Baroness Kidron has pointed to the success of British legislation in encouraging social media companies to revise their child user policies
Credit: David Rose/David Rose
British laws to keep children safe online have prompted social media giants to safeguard young people across the world, the architect of the new rules has said.
Baroness Kidron, a crossbench peer, introduced a House of Lords amendment to the Government’s Data Protection Bill that forces tech giants to identify children using their platforms and treat them differently.
It has led to TikTok ending notifications for children after bedtime, a ban on targeted adverts for under-18s on Instagram, and a new YouTube rule that prevents videos automatically playing on young people’s devices.
The rules apply internationally, suggesting that children in other countries have benefitted from “duty of care” laws passed in the UK.
The Daily Telegraph’s Duty of Care campaign has encouraged ministers to introduce a variety of new rules for online content.
Baroness Kidron said that “if one code can create societal change,” then the regulation of technology companies may be easier than lawmakers think.
“What it means is they’re not exempt,” she said.
“This tech exceptionalism that has defined the last decade – ‘we are different’ – just disappears in a puff of smoke.”
The regulation introduced by Baroness Kidron, which was welcomed by the Government, is not part of the flagship Online Harms Bill, which contains a variety of provisions to protect young people from harmful content on the internet.
The data regulation is designed to force companies to recognise the impact of their services on children, or change their platforms so all users receive child-friendly notifications and adverts.
The rule came into force last week, and gives the Information Commissioner’s Office the power to take action against companies that do not differentiate content for children.
‘They all agree about what digital world they want’
Google and Facebook have denied that recent changes to their algorithms were prompted by regulations in the UK.
But the platforms will be required to make more changes when the Online Harms Bill comes into legal force, including by preventing online bullying and children accessing adult content.
Regulators will also have the power to fine companies up to 10 per cent of their global turnover for breaches of the rules.
Baroness Kidron warned that children’s experience online “curat[es] their experience of childhood”.
“I work with a lot of children, both here in the UK and internationally.
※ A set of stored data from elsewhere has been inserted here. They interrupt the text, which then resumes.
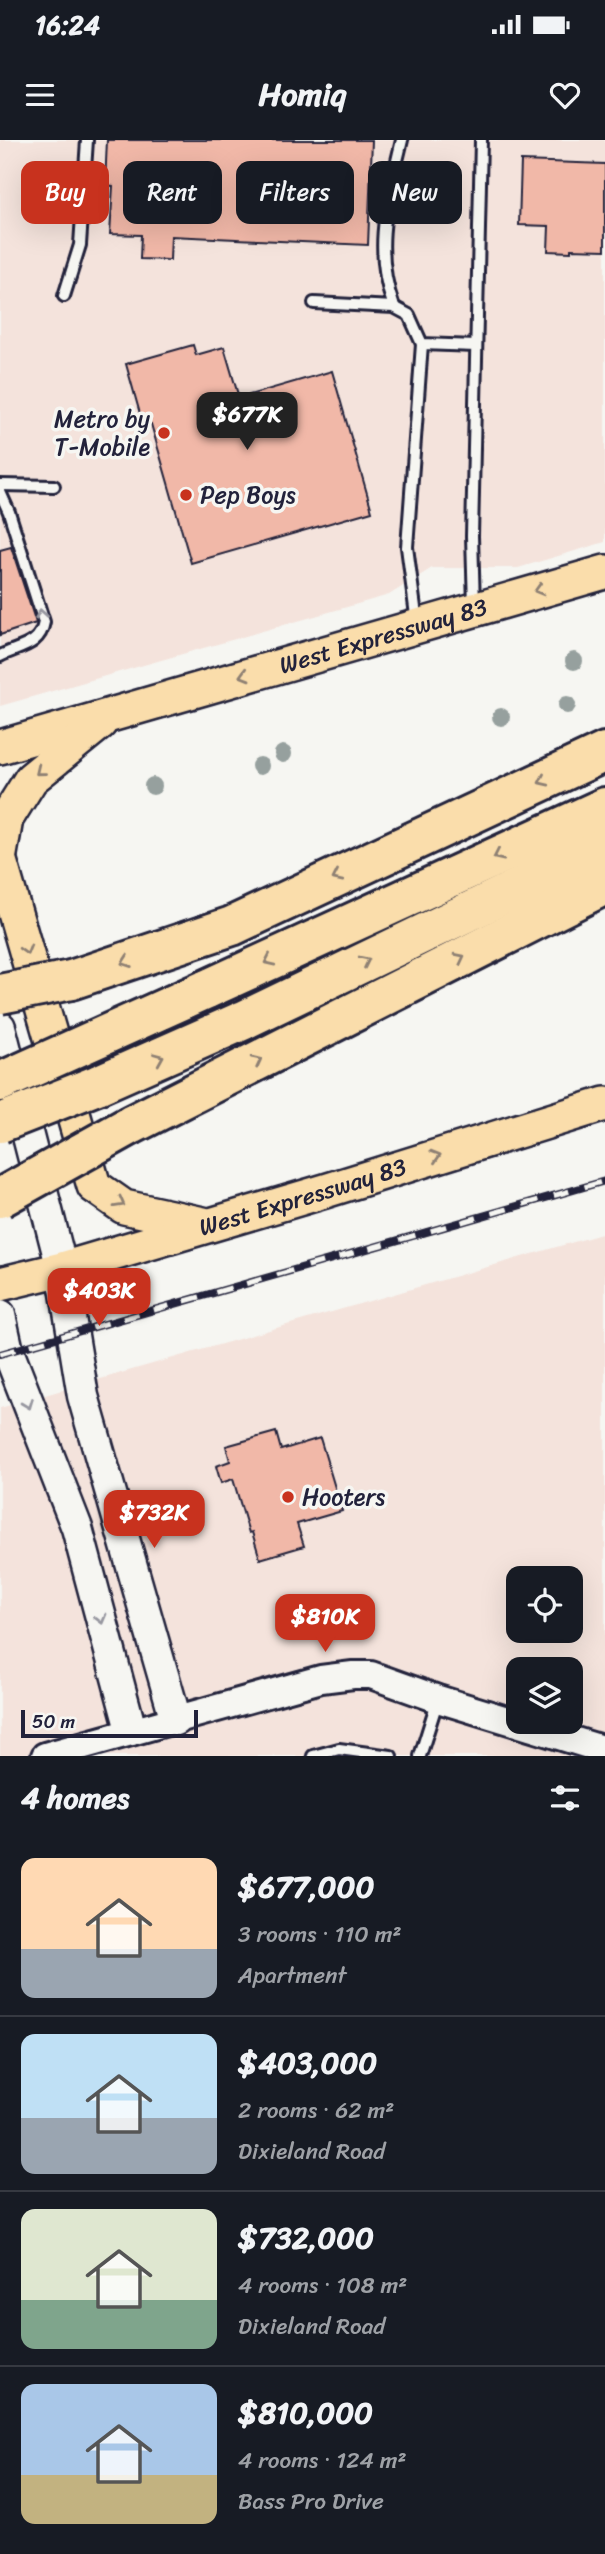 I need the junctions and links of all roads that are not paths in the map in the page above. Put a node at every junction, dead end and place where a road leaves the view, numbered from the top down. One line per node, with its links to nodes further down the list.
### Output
1 (87, 140): 4 (lane)
2 (402, 140): 6 (lane)
3 (481, 140): 8 (lane)
4 (64, 296)
5 (314, 303): 6 (lane)
6 (394, 307): 7 (lane)
7 (422, 344): 8 (lane); 14 (lane)
8 (476, 346): 13 (lane)
9 (0, 485): 10 (lane)
10 (54, 486)
11 (0, 492): 15 (lane, one-way to 11)
12 (605, 572): 13 (main road, West Expressway 83, one-way to 13)
13 (474, 609): 14 (main road, West Expressway 83)
14 (417, 625): 16 (main road, West Expressway 83, one-way to 16)
15 (0, 656)
16 (113, 713): 17 (main road, West Expressway 83); 21 (main road, one-way to 21)
17 (0, 747)
18 (605, 752): 24 (highway, one-way to 24, bridge)
19 (605, 807): 26 (highway, one-way to 26, bridge)
20 (605, 846): 28 (highway, one-way to 20, bridge)
21 (0, 854)
22 (0, 861): 30 (main road, one-way to 30)
23 (605, 885): 29 (highway, one-way to 23, bridge)
24 (0, 994)
25 (0, 1027): 31 (main road)
26 (0, 1082)
27 (605, 1104): 30 (main road, West Expressway 83, one-way to 27)
28 (0, 1123)
29 (0, 1198)
30 (206, 1225): 31 (main road, West Expressway 83)
31 (62, 1269): 32 (main road, West Expressway 83); 35 (main road)
32 (0, 1284)
33 (0, 1315): 36 (main road, one-way to 36)
34 (438, 1699): 35 (street); 37 (street); 42 (lane)
35 (176, 1720): 36 (street)
36 (131, 1730): 39 (street)
37 (605, 1750)
38 (339, 1752): 40 (lane); 41 (lane)
39 (45, 1756)
40 (313, 1756)
41 (391, 1756)
42 (420, 1756)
And the thing that has absolutely sideswiped me is that in over 23 countries and more than 1,000 children, they all agree about what digital world they want,” she told the Guardian.
“It’s less important that they’re in Rwanda or Kenya or Virginia, US, or Berlin, or London, because they’re all using the same services designed the same way and having the same experience.”
The Online Harms Bill will introduce specific regulations, but more rules could later come into force under the frameworks it establishes.
Rachel de Souza, the Children’s Commissioner, has been asked by Oliver Dowden, the Culture Secretary, to find ways to implement age verification online.
The changes could mean that apps and websites must verify users’ ages by checking their passports or fingerprints.
Planned rules in the Online Harms Bill would only give the Ofcom regulator the power to recommend age verification.
In an interview with The Telegraph last month, Ms de Souza asked: “Wouldn’t it be great if the tech companies did that voluntarily and took their responsibilities seriously, rather than try to avoid it?”
Mr Dowden has previously told of his plan for the UK to lead the way in online regulation, 30 years after a British man, Sir Tim Berners-Lee, invented the World Wide Web.
He said Britain was “setting a safety standard for the rest of the world to follow”.